O grande problema, ao meu ver, é que esse debate acaba sempre poluído por um velho cacoete do pensamento ocidental quando colocado diante de temas ligados à religião islâmica.
Se algum político ou regime de país predominantemente muçulmano mostra alinhamento a valores ou interesses ocidentais, merece o digno apelido de “moderado”. Mas se o infeliz líder tiver uma agenda oposta àquilo que é aceitável para europeus e americanos, leva a pecha de “radical”. Isso gera incoerências curiosas. A Arábia Saudita, por exemplo, tem a legislação islâmica mais conservadora do mundo. Pense em qualquer assunto caro à opinião pública dominante no Ocidente, e observe a situação saudita. Para não entrar nas práticas sanguinárias da Justiça do país, observemos apenas a situação das mulheres. As sauditas, cujo status legal equivale ao de uma criança, não podem nem sequer dirigir. Mostrar o rosto em público é mal visto. Falar com homens estranhos, quase um atentado pornográfico. Mesmo assim, a Arábia Saudita, aliada estratégica de Washington, vive sendo citada na mídia americana como “moderate country”.
O mesmo vale para cidadãos comuns. Se um muçulmano reza cinco vezes ao dia, vai à mesquita, jejua no ramadã, usa aquela barba e tem uma mulher que usa véu, o sujeito só pode ser radical, não é mesmo? Mas se ele tiver a cara limpinha, não fizer questão das orações e, de preferência, tomar uma cervejinha, então o amigo é, sem dúvida, um “moderado”.
No fundo, “moderado”, às vezes, acaba sendo aquele que se parece com a gente. Ou que está do nosso lado.
Um caso recente chamou minha atenção. Um grupo de feministas europeias resolveu ir à Tunísia para manifestar apoio a uma jovem tunisiana presa por ter postado fotos em que aparece nua em protesto contra forças religiosas que passaram a dominar o país após a queda do ditador secular Zine El Abidin Ben Ali. As gringas tiraram a roupa e ficaram com os seios de fora em plena luz do dia na frente de um tribunal de Túnis. O tiro, obviamente, saiu pela culatra. As moças acabaram presas por atentado ao pudor e perderam o apoio das feministas tunisianas, que entenderam o ato como contraproducente por agredir frontalmente os costumes locais.
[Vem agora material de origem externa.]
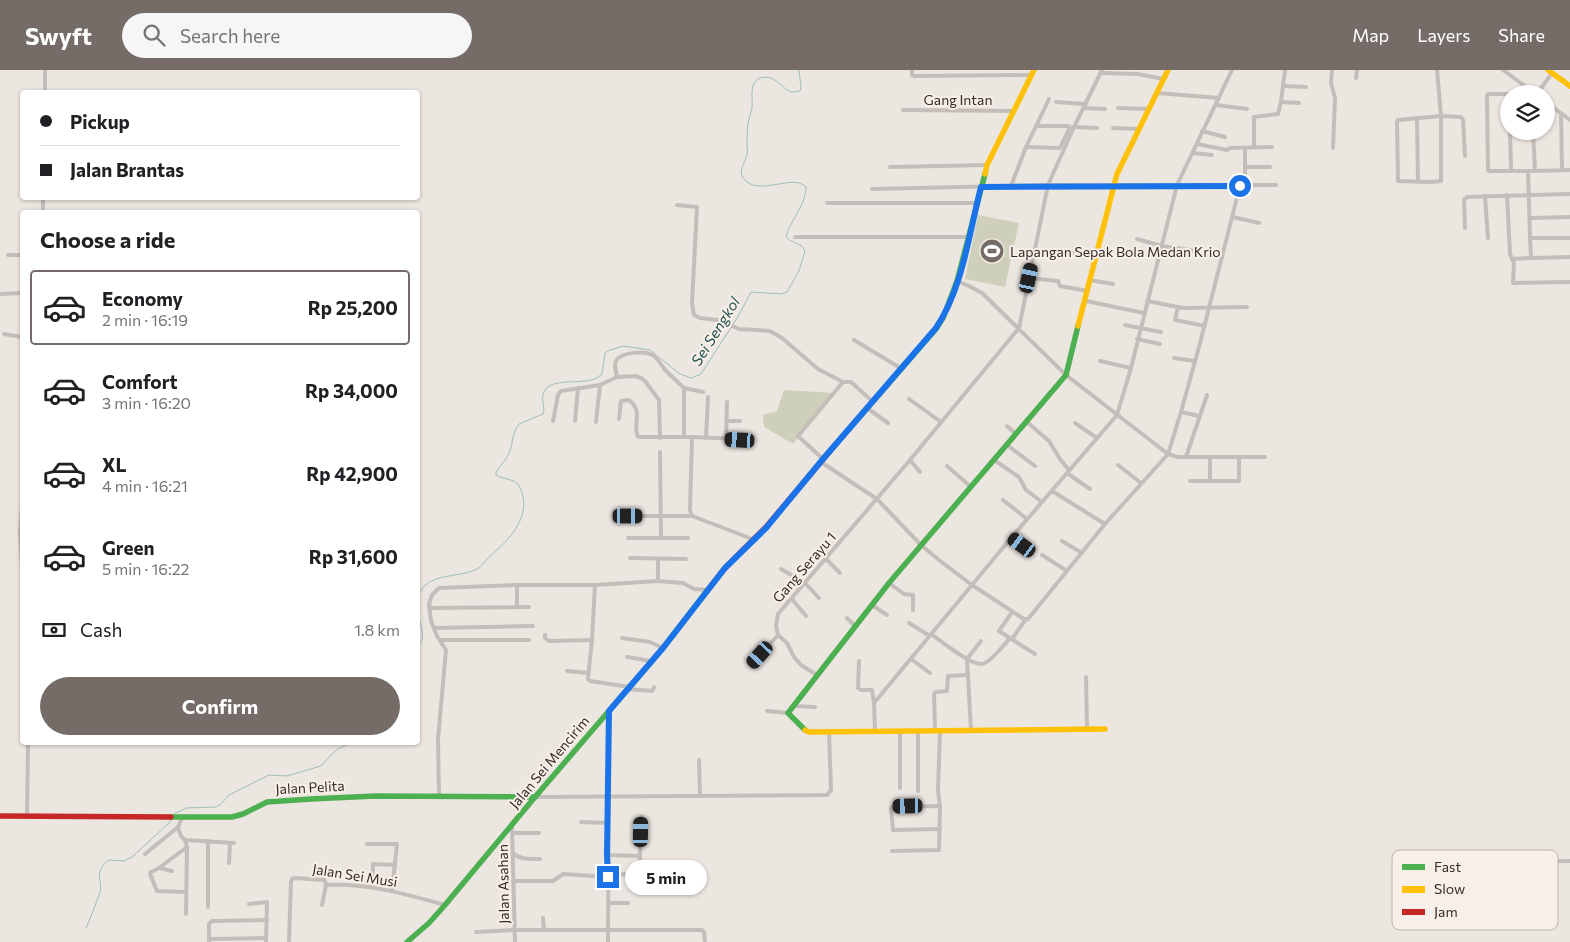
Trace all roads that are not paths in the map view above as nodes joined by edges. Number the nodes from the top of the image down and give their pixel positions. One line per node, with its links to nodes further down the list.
1 (45, 70): 21 (street)
2 (912, 70): 13 (street)
3 (1168, 70): 15 (street)
4 (1232, 70): 24 (street)
5 (1285, 70): 18 (street)
6 (1332, 70): 56 (street)
7 (1357, 70): 14 (street)
8 (1437, 70): 39 (street)
9 (1503, 70): 16 (street)
10 (1102, 71): 12 (street); 30 (street)
11 (1550, 71): 17 (street); 19 (street)
12 (1138, 72): 15 (street)
13 (1032, 73): 37 (street, Jalan Sei Mencirim)
14 (1356, 78)
15 (1164, 80): 22 (street)
16 (1524, 85)
17 (1540, 85)
18 (1283, 86): 20 (street); 27 (street)
19 (1570, 86)
20 (1306, 87)
21 (44, 90)
22 (1157, 93): 24 (street); 33 (street)
23 (1500, 94): 66 (street)
24 (1219, 98): 29 (street)
25 (1049, 99): 42 (street)
26 (1056, 102): 30 (street)
27 (1281, 102): 28 (street); 53 (street)
28 (1300, 103)
29 (1216, 105): 34 (street); 47 (street)
30 (1085, 106): 32 (street); 43 (street)
31 (1118, 108): 33 (street)
32 (1105, 109)
33 (1149, 109): 46 (street)
34 (1247, 109)
35 (1555, 109): 38 (street)
36 (903, 110): 37 (street, Gang Intan)
37 (1014, 112): 60 (street, Jalan Sei Mencirim)
38 (1561, 113): 41 (street); 64 (street)
39 (1441, 116): 40 (street); 59 (street); 69 (street)
40 (1417, 118): 69 (street); 69 (street)
41 (1570, 120)
42 (1037, 126): 52 (street); 52 (street)
43 (1074, 127): 44 (street); 73 (street)
44 (1097, 128)
45 (1112, 128): 46 (street)
46 (1138, 129): 74 (street)
47 (1202, 131): 48 (street); 51 (street)
48 (1224, 137)
49 (1510, 140): 66 (street)
50 (1534, 140): 68 (street)
51 (1196, 144): 55 (street); 57 (street)
52 (1026, 147): 72 (street)
53 (1254, 147): 54 (street); 55 (street)
54 (1272, 147)
55 (1245, 148): 62 (street)
56 (1333, 148)
57 (1193, 153): 58 (street); 70 (street)
58 (1212, 155)
59 (1465, 156)
60 (988, 165): 61 (street); 77 (street, Jalan Sei Mencirim)
61 (890, 167)
62 (1246, 167): 63 (street); 76 (street)
63 (1270, 167)
64 (1562, 170): 65 (street); 68 (street)
65 (1570, 170)
66 (1511, 171): 67 (street)
67 (1528, 171): 68 (street); 79 (street)
68 (1535, 171)
69 (1418, 182)
70 (1177, 185): 74 (street); 75 (street); 97 (street)
71 (1276, 185): 76 (street)
72 (1011, 186): 73 (street); 77 (street)
73 (1048, 186): 74 (street); 106 (street)
74 (1113, 186): 102 (street)
75 (1240, 186): 76 (street); 86 (street)
76 (1245, 186)
77 (981, 187): 78 (street); 84 (street, Jalan Sei Mencirim)
78 (872, 188)
79 (1530, 194): 80 (street); 81 (street); 88 (street)
80 (1570, 194)
81 (1507, 195): 82 (street); 105 (street)
82 (1486, 196): 90 (street); 93 (street)
83 (827, 203): 84 (street)
84 (977, 203): 92 (street, Jalan Sei Mencirim)
85 (677, 205): 139 (street)
86 (1233, 217): 89 (street); 120 (street)
87 (1570, 217): 88 (street)
88 (1530, 218): 94 (street)
89 (1259, 223)
90 (1465, 228)
91 (794, 237): 92 (street)
92 (969, 237): 108 (street, Jalan Sei Mencirim)
93 (1488, 238)
94 (1530, 238): 95 (street); 104 (street)
95 (1570, 238)
96 (1137, 239): 97 (street)
97 (1162, 246): 98 (street); 117 (street)
98 (1197, 251)
99 (1067, 252): 102 (street)
100 (8, 255): 101 (street)
101 (20, 255)
102 (1096, 256): 107 (street)
103 (1570, 257): 104 (street)
104 (1530, 258): 105 (street)
105 (1512, 260): 109 (street)
106 (1029, 278): 113 (street); 124 (street)
107 (1090, 280): 111 (street); 113 (street)
108 (958, 281): 124 (street); 136 (street, Jalan Sei Mencirim)
109 (1514, 282): 110 (street); 112 (street)
110 (1570, 282)
111 (1113, 284)
112 (1514, 289)
113 (1088, 292): 116 (street)
114 (20, 293): 115 (street)
115 (0, 294)
116 (1086, 301): 121 (street); 137 (street)
117 (1147, 302): 118 (street); 121 (street)
118 (1178, 307): 120 (street); 123 (street)
119 (1247, 307): 120 (street)
120 (1208, 308): 123 (street)
121 (1144, 313): 125 (street)
122 (1125, 325): 125 (street)
123 (1205, 326): 134 (street)
124 (1019, 328): 137 (street); 159 (street, Gang Serayu 1)
125 (1140, 328): 126 (street); 129 (street)
126 (1161, 332)
127 (4, 334): 128 (street)
128 (20, 337)
129 (1138, 338): 131 (street); 135 (street)
130 (854, 340): 136 (street)
131 (1160, 344)
132 (1174, 358): 134 (street)
133 (1100, 361): 135 (street)
134 (1196, 361): 150 (street)
135 (1131, 368): 151 (street)
136 (902, 369): 148 (street, Jalan Sei Mencirim)
137 (1066, 375): 151 (street); 160 (street)
138 (617, 377): 140 (street); 142 (street); 166 (street)
139 (843, 382): 148 (street); 179 (street)
140 (600, 385): 141 (street); 158 (street)
141 (578, 388): 154 (street); 157 (street)
142 (684, 388): 143 (street); 167 (street)
143 (703, 392)
144 (1207, 395): 152 (street)
145 (708, 397): 168 (street)
146 (909, 399): 159 (street)
147 (727, 402): 155 (street)
148 (873, 402): 149 (street, Jalan Sei Mencirim)
149 (867, 408): 161 (street); 179 (street, Jalan Sei Mencirim)
150 (1181, 412): 152 (street); 174 (street)
151 (1117, 415): 169 (street); 174 (street)
152 (1199, 416): 175 (street)
153 (619, 419): 166 (street)
154 (553, 421)
155 (726, 421): 156 (street); 170 (street)
156 (740, 421)
157 (574, 422)
158 (596, 422)
159 (941, 422): 180 (street, Gang Serayu 1)
160 (1027, 422): 164 (street); 186 (street)
161 (888, 423)
162 (1075, 423): 169 (street)
163 (1007, 426): 164 (street)
164 (1016, 434): 172 (street)
165 (692, 437): 167 (street); 168 (street); 198 (street)
166 (660, 438): 167 (street)
167 (684, 438)
168 (706, 438): 170 (street)
169 (1096, 438): 186 (street)
170 (726, 439): 171 (street)
171 (740, 440)
172 (1008, 445): 181 (street); 184 (street)
173 (660, 452): 197 (street)
174 (1168, 454): 175 (street); 189 (street)
175 (1186, 457): 178 (street)
176 (1239, 457): 177 (street); 178 (street); 187 (street)
177 (1265, 457)
178 (1210, 458): 187 (street)
179 (822, 460): 193 (street); 205 (street, Jalan Sei Mencirim)
180 (910, 460): 185 (street); 193 (street, Gang Serayu 1)
181 (994, 460): 190 (street); 195 (street)
182 (1118, 465): 189 (street)
183 (947, 466): 190 (street)
184 (1035, 466)
185 (920, 472)
186 (1068, 472): 191 (street); 192 (street)
187 (1210, 480): 188 (street)
188 (1190, 481)
189 (1141, 483): 200 (street)
190 (971, 488): 207 (street)
191 (1090, 489)
192 (1052, 491): 195 (street); 200 (street)
193 (877, 499): 207 (street); 214 (street, Gang Serayu 1)
194 (1003, 500): 199 (street)
195 (1042, 502): 199 (street)
196 (628, 516): 197 (street)
197 (660, 516): 198 (street); 202 (street)
198 (692, 516): 205 (street)
199 (1027, 519): 204 (street)
200 (1105, 524): 209 (street)
201 (628, 538): 202 (street)
202 (661, 538): 203 (street)
203 (688, 538)
204 (1011, 538): 208 (street); 223 (street)
205 (755, 540): 224 (street, Jalan Sei Mencirim)
206 (1062, 540): 209 (street)
207 (921, 545): 220 (street); 223 (street)
208 (1032, 553)
209 (1082, 553): 216 (street)
210 (1042, 555): 216 (street)
211 (630, 558): 212 (street)
212 (658, 558): 213 (street); 218 (street)
213 (686, 559)
214 (826, 559): 217 (street); 219 (street, Gang Serayu 1)
215 (781, 569): 219 (street)
216 (1066, 571): 236 (street)
217 (840, 573)
218 (658, 581): 222 (street); 224 (street)
219 (805, 583): 225 (street); 226 (street, Gang Serayu 1)
220 (889, 583): 227 (street); 231 (street)
221 (517, 585): 222 (street); 228 (street); 230 (street)
222 (595, 585): 248 (street)
223 (972, 585): 232 (street); 243 (street)
224 (708, 590): 250 (street, Jalan Sei Mencirim)
225 (819, 598)
226 (792, 599): 234 (street); 242 (street, Gang Serayu 1)
227 (872, 605): 233 (street); 239 (street)
228 (517, 607): 229 (street); 230 (street)
229 (529, 607)
230 (429, 608): 240 (street)
231 (913, 610)
232 (1012, 612): 236 (street); 245 (street)
233 (887, 615)
234 (806, 616)
235 (847, 618): 239 (street)
236 (1026, 620): 245 (street)
237 (909, 623): 243 (street)
238 (533, 626): 240 (street)
239 (855, 626): 261 (street)
240 (434, 628): 246 (street)
241 (545, 635): 248 (street)
242 (778, 635): 257 (street); 261 (street)
243 (931, 635): 253 (street); 254 (street)
244 (622, 638): 250 (street)
245 (1011, 639): 251 (street); 254 (street)
246 (440, 640): 247 (street); 286 (street)
247 (529, 640)
248 (592, 640): 260 (street)
249 (981, 641): 254 (street)
250 (663, 648): 255 (street, Jalan Sei Mencirim)
251 (1035, 654)
252 (627, 657): 255 (street)
253 (911, 658): 259 (street); 266 (street)
254 (967, 659): 262 (street)
255 (651, 661): 265 (street, Jalan Sei Mencirim)
256 (860, 661): 266 (street)
257 (751, 665)
258 (567, 671): 260 (street)
259 (930, 672)
260 (588, 673): 265 (street)
261 (817, 675): 267 (street)
262 (968, 676): 274 (street); 278 (street)
263 (1086, 677): 272 (street)
264 (654, 687): 265 (street)
265 (628, 688): 269 (street, Jalan Sei Mencirim)
266 (874, 703): 275 (street)
267 (794, 706): 268 (street); 271 (street)
268 (815, 707)
269 (609, 711): 284 (street); 287 (street, Jalan Sei Mencirim)
270 (767, 711): 271 (street)
271 (788, 713): 279 (street)
272 (1087, 729): 273 (street); 274 (street)
273 (1105, 729)
274 (971, 730): 278 (street)
275 (875, 731): 276 (street); 279 (street)
276 (900, 731): 277 (street); 282 (street)
277 (918, 731): 278 (street); 283 (street)
278 (937, 731): 288 (street)
279 (829, 732): 285 (street)
280 (28, 745): 290 (street)
281 (699, 760): 285 (street)
282 (900, 788)
283 (918, 791)
284 (609, 796): 285 (street); 287 (street); 294 (street)
285 (700, 796)
286 (439, 797): 287 (street, Jalan Pelita); 291 (street, Jalan Pelita)
287 (535, 797): 295 (street, Jalan Sei Mencirim)
288 (940, 806): 297 (street); 297 (street)
289 (0, 816): 290 (street, Jalan Pelita)
290 (28, 816): 291 (street, Jalan Pelita)
291 (180, 816): 296 (street)
292 (641, 817): 308 (street)
293 (581, 822): 294 (street)
294 (608, 823): 307 (street)
295 (512, 826): 298 (street, Jalan Asahan); 326 (street, Jalan Sei Mencirim)
296 (178, 827): 300 (street); 306 (street)
297 (940, 829): 304 (street)
298 (513, 833): 299 (street); 305 (street, Jalan Asahan)
299 (539, 833)
300 (185, 840): 301 (street); 303 (street)
301 (208, 841): 310 (street); 327 (street)
302 (367, 844): 311 (street)
303 (187, 847): 312 (street); 320 (street)
304 (892, 851)
305 (513, 853): 309 (street); 317 (street, Jalan Asahan)
306 (145, 854)
307 (607, 855): 308 (street); 315 (street)
308 (640, 856): 316 (street)
309 (540, 859)
310 (229, 863)
311 (395, 865): 319 (street); 321 (street)
312 (159, 868): 313 (street); 320 (street)
313 (172, 871)
314 (629, 874): 315 (street)
315 (608, 876): 317 (street); 324 (street)
316 (640, 879)
317 (513, 881): 331 (street, Jalan Asahan)
318 (326, 885): 319 (street, Jalan Sei Musi); 325 (street); 337 (street, Jalan Sei Musi)
319 (372, 887): 321 (street, Jalan Sei Musi)
320 (186, 892): 328 (street)
321 (392, 892): 326 (street, Jalan Sei Musi)
322 (628, 903): 324 (street)
323 (249, 904): 330 (street)
324 (608, 904): 333 (street)
325 (322, 905)
326 (445, 905): 338 (street, Jalan Sei Mencirim)
327 (208, 907)
328 (186, 914)
329 (543, 918): 332 (street)
330 (267, 920): 335 (street); 336 (street)
331 (515, 930): 332 (street); 334 (street); 339 (street, Jalan Asahan)
332 (544, 930): 333 (street)
333 (608, 930): 340 (street); 341 (street)
334 (476, 932)
335 (266, 940): 336 (street)
336 (209, 941)
337 (289, 942)
338 (407, 942)
339 (515, 942)
340 (608, 942)
341 (704, 942)

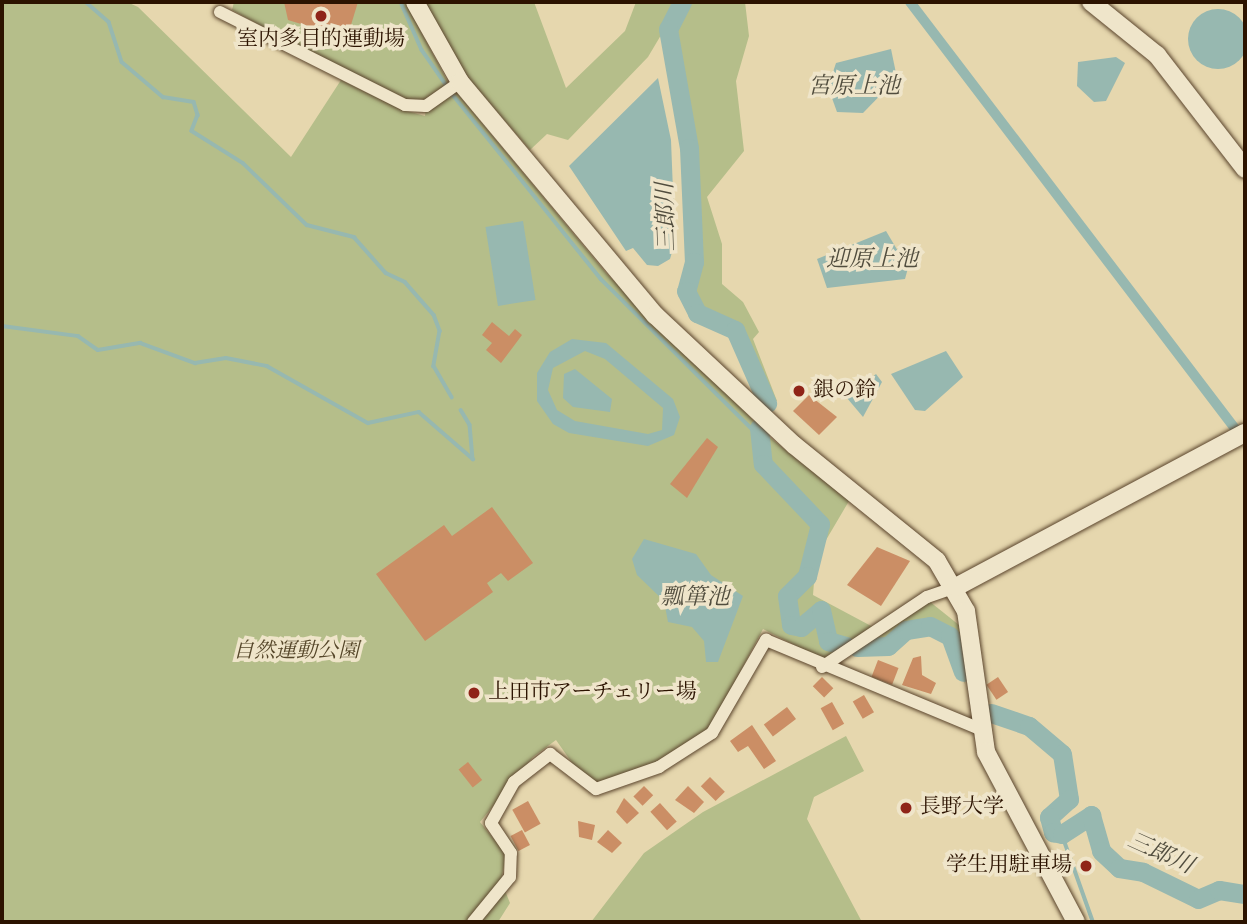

Pois bem, voltemos ao caso do presidente iraniano eleito.
O Irã não é a Suécia. Mesmo nos anos 70, antes da revolução islâmica, quando o regime de Teerã era uma monarquia secular alinhada aos EUA, a sociedade preservava suas características fundamentais de tradição e religiosidade. Iranianos são, em sua maioria, muçulmanos xiitas, e mesmo os mais moderninhos e até mesmo os ateus são influenciados por valores familiares e pelo ambiente. No Brasil, é comum a pessoa dizer que tem formação católica, mas não se considera como tal. Vale o mesmo no Irã, onde muita gente se declara muçulmana por princípio. Por isso não é realista esperar que o país funcione nos moldes das sociedades ocidentais. Além disso, qualquer projeto político no país precisa caber dentro do estreito espectro determinado pelo Estado teocrático desde a revolução de 1979.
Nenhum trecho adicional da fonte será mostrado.